[Source records]
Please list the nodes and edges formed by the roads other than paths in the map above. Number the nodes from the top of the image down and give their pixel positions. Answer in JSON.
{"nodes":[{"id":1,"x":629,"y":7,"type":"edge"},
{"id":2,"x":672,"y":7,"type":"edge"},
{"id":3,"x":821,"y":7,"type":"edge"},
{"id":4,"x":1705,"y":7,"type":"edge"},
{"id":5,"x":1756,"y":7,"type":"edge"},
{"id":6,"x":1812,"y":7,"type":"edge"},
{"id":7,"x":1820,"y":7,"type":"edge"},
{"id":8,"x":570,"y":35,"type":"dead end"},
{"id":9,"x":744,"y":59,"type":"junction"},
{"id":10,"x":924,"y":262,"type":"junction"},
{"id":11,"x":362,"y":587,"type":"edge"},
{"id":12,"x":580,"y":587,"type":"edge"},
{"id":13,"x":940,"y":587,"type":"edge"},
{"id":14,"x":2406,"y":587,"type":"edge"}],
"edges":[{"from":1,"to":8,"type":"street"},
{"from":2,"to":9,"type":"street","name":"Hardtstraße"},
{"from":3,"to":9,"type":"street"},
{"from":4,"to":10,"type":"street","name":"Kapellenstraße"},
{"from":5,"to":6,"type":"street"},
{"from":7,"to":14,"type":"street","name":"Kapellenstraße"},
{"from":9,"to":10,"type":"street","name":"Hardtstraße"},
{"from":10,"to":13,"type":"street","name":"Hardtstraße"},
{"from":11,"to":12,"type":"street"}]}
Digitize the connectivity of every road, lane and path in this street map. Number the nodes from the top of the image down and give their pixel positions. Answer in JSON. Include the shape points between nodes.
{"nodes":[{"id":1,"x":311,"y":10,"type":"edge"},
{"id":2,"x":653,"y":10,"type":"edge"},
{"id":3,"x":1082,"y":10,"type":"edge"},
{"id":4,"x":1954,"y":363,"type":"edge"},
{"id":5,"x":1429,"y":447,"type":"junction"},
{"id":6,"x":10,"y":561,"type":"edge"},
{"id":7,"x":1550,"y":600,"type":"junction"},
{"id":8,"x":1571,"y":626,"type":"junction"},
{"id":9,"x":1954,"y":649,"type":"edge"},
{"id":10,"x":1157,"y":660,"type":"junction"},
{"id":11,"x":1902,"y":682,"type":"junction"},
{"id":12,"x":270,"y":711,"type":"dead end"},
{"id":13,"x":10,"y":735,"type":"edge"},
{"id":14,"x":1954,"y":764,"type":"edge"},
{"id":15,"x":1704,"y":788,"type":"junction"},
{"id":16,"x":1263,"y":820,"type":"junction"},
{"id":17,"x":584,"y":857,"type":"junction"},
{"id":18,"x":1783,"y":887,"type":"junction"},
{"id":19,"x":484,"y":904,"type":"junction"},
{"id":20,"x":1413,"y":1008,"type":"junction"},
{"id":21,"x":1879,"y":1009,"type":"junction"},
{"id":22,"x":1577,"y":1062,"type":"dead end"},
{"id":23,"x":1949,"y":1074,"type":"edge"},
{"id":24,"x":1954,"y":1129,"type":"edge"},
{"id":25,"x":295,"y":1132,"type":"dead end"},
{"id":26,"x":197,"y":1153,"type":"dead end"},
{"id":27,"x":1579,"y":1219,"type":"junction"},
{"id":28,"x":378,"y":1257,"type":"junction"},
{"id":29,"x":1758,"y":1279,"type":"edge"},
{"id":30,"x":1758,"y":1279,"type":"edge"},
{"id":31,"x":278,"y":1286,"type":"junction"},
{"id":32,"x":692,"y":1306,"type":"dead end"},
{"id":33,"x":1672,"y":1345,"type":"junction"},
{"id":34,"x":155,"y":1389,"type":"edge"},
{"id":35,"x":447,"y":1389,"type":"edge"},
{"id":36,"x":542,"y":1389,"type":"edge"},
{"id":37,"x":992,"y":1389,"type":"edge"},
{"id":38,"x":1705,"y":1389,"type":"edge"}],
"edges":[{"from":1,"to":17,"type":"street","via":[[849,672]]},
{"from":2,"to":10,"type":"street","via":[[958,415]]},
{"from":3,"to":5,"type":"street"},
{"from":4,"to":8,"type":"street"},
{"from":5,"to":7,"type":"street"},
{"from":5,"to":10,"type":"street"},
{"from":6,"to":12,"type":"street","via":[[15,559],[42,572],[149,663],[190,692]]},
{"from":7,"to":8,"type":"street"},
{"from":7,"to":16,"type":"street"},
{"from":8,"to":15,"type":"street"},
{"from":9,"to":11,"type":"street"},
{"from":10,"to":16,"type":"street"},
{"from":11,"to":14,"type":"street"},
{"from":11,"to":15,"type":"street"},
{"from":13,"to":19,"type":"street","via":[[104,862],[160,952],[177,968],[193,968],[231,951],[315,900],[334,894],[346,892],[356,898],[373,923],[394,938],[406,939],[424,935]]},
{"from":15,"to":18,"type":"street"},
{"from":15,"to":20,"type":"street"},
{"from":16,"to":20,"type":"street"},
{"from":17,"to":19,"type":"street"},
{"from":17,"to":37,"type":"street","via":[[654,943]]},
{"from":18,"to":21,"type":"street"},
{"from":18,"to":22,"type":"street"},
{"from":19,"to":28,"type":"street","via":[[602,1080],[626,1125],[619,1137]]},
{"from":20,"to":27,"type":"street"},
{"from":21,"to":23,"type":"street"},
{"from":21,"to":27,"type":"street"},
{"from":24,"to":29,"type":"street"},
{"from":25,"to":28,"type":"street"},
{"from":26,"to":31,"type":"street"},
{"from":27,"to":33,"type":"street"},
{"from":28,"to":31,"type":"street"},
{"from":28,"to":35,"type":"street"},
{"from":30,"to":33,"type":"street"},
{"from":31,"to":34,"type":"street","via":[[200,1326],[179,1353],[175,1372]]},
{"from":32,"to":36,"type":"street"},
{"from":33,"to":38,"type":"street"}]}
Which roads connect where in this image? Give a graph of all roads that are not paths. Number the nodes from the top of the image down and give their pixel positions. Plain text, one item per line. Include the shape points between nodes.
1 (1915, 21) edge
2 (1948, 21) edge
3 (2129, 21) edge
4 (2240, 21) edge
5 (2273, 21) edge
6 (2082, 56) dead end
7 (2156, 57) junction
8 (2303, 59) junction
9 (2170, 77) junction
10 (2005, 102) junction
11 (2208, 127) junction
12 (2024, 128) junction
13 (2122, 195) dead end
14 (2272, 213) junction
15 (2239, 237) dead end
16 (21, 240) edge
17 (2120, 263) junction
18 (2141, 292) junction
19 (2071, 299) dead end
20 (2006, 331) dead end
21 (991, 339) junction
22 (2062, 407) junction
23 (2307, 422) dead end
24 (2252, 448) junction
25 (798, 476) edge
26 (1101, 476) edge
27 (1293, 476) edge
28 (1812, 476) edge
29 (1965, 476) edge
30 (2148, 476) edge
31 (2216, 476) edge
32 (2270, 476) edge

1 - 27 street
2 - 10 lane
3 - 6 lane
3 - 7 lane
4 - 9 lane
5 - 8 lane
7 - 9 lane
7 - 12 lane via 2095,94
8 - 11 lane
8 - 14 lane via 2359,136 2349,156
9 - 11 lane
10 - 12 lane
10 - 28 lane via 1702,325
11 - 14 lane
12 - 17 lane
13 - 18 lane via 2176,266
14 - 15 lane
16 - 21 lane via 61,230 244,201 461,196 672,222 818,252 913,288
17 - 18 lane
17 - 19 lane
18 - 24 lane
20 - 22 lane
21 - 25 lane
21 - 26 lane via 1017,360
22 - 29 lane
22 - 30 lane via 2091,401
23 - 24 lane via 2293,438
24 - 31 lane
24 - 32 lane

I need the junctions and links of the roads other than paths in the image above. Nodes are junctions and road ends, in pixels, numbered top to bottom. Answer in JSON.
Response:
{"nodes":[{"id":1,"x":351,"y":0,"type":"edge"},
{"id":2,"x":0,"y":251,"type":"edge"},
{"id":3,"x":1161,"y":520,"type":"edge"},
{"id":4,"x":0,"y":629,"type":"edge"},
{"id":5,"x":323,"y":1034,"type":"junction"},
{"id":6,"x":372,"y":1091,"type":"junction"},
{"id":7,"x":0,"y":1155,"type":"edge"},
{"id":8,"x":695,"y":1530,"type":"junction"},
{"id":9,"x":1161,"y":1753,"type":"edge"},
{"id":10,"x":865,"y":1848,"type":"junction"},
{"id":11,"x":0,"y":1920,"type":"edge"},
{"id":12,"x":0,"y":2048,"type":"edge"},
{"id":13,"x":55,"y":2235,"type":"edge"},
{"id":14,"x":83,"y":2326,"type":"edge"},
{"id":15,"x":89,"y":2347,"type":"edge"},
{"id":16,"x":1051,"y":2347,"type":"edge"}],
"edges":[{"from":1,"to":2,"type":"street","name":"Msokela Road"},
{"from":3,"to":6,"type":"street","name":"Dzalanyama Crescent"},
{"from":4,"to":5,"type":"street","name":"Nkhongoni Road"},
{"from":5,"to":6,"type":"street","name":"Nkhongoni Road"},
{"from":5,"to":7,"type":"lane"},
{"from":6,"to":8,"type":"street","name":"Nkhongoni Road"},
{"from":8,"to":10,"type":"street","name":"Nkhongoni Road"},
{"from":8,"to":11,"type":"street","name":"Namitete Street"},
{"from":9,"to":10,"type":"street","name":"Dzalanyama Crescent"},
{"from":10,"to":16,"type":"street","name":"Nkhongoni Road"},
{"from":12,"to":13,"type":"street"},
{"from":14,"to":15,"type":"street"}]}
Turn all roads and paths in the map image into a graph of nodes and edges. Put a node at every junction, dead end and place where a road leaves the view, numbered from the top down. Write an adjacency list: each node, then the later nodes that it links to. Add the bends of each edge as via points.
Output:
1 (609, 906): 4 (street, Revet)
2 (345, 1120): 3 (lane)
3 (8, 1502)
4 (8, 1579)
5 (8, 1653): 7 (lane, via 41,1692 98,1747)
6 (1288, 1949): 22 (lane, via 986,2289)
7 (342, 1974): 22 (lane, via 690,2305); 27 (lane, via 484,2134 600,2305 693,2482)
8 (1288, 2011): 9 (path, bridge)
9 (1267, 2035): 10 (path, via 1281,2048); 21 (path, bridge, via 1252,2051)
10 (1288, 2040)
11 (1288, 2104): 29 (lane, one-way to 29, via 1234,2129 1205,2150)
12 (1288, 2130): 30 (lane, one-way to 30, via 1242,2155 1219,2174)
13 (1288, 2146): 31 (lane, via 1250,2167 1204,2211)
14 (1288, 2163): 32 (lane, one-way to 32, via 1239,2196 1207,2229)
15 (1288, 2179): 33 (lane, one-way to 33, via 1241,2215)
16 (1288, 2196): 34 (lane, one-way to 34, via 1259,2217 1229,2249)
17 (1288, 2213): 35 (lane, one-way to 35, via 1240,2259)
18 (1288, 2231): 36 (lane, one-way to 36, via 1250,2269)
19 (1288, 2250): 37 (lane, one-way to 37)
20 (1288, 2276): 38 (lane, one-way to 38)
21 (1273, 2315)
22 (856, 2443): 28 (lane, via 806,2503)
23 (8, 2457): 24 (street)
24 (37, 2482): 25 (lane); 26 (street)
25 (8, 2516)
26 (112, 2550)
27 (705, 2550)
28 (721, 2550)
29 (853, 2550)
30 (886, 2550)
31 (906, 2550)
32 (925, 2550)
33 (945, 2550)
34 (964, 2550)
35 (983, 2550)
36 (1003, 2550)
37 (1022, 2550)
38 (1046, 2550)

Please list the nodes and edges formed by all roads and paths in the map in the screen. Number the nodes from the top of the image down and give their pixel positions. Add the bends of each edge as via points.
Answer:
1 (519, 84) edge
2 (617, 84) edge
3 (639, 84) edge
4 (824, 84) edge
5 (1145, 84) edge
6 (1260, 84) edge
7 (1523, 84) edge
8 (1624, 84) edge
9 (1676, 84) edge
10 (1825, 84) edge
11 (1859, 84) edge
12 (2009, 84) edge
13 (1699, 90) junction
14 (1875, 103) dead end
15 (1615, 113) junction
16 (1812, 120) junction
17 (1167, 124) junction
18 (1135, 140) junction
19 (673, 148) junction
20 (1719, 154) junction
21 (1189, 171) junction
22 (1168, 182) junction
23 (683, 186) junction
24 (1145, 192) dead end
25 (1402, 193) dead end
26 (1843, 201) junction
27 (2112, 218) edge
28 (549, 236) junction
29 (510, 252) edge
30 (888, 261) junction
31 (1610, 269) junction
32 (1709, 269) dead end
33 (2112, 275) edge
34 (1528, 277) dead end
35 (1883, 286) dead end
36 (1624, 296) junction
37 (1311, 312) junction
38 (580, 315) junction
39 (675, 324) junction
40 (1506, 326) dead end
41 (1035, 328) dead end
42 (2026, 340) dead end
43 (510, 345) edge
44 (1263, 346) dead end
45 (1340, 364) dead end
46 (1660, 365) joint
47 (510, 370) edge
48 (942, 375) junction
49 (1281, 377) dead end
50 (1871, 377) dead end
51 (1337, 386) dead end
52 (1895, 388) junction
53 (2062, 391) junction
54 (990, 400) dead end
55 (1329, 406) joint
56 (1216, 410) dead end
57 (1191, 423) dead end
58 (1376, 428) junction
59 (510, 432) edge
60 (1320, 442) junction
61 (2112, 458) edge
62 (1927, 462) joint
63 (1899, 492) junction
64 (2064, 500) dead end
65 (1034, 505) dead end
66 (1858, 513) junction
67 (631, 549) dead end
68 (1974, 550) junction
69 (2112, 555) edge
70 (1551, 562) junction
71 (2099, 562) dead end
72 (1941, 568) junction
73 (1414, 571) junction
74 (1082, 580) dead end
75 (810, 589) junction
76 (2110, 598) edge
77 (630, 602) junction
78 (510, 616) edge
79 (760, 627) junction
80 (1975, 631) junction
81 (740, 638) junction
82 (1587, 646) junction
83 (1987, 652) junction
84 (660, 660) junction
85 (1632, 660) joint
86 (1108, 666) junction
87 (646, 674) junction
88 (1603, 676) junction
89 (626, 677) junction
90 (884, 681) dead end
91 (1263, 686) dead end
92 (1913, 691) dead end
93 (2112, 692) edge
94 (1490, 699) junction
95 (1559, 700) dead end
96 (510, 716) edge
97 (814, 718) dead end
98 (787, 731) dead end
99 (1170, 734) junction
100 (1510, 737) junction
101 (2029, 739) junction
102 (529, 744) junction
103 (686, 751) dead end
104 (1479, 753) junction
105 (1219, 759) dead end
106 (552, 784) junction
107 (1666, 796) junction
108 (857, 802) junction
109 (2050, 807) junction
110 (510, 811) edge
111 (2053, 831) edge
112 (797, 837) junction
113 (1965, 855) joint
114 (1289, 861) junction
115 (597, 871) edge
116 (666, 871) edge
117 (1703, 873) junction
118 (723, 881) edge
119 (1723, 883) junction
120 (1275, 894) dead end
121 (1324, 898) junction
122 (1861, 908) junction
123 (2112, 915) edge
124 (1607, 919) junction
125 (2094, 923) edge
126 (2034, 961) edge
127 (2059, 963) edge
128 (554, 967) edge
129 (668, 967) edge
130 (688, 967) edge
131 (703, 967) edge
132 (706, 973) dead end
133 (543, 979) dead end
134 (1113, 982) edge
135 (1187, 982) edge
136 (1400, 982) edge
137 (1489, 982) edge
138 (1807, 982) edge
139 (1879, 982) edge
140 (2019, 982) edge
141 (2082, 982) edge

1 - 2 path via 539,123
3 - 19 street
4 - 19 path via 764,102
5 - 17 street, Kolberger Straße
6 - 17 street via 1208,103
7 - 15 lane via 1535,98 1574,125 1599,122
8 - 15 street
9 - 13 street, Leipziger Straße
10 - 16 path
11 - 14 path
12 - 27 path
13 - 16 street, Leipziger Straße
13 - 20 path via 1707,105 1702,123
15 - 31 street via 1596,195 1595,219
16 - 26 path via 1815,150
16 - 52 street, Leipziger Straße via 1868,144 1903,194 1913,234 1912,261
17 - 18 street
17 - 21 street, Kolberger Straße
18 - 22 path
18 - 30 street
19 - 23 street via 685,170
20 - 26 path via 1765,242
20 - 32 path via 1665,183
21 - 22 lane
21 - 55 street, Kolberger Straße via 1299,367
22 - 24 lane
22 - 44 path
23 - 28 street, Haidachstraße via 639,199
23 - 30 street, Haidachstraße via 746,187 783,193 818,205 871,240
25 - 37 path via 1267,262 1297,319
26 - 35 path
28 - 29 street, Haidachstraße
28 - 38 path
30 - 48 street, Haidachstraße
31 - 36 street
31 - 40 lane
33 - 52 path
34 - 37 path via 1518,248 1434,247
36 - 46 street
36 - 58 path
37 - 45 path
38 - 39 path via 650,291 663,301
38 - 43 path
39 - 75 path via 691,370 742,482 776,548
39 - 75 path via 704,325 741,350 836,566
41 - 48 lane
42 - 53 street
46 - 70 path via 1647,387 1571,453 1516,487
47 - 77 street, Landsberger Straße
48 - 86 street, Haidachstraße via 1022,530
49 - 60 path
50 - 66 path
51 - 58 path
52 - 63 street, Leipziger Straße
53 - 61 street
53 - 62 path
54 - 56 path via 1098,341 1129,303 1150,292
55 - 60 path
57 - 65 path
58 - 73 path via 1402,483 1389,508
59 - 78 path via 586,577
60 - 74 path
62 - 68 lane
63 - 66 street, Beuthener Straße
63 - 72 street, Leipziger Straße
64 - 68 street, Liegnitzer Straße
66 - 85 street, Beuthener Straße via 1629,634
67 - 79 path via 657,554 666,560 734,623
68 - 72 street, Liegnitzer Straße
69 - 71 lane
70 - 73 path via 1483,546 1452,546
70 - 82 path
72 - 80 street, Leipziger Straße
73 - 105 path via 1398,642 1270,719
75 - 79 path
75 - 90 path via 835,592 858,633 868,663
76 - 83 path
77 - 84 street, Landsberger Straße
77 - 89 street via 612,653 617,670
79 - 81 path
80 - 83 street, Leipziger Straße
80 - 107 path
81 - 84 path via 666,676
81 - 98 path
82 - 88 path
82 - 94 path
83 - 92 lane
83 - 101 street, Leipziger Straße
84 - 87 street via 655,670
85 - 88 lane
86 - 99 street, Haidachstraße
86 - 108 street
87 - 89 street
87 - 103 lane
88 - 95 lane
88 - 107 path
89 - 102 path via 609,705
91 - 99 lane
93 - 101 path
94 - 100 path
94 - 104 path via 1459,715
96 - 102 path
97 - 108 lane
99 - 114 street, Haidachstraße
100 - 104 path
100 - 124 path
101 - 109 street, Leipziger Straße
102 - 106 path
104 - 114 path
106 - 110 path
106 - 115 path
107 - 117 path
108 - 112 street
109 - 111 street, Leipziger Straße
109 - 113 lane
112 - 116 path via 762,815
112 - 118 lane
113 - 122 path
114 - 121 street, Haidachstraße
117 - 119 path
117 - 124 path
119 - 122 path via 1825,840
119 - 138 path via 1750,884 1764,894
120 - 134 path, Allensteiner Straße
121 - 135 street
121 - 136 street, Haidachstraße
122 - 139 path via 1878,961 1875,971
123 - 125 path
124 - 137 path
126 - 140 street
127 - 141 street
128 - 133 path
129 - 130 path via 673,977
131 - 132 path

### HOW TO COMPLETE THIS TASK
If a line in the records above contains "Please", copy that line.

### RESPONSE AREA
Please list the nodes and edges formed by the roads other than paths in the map above. Number the nodes from the top of the image down and give their pixel positions. Answer in JSON.
Please list the nodes and edges formed by all roads and paths in the map in the screen. Number the nodes from the top of the image down and give their pixel positions. Add the bends of each edge as via points.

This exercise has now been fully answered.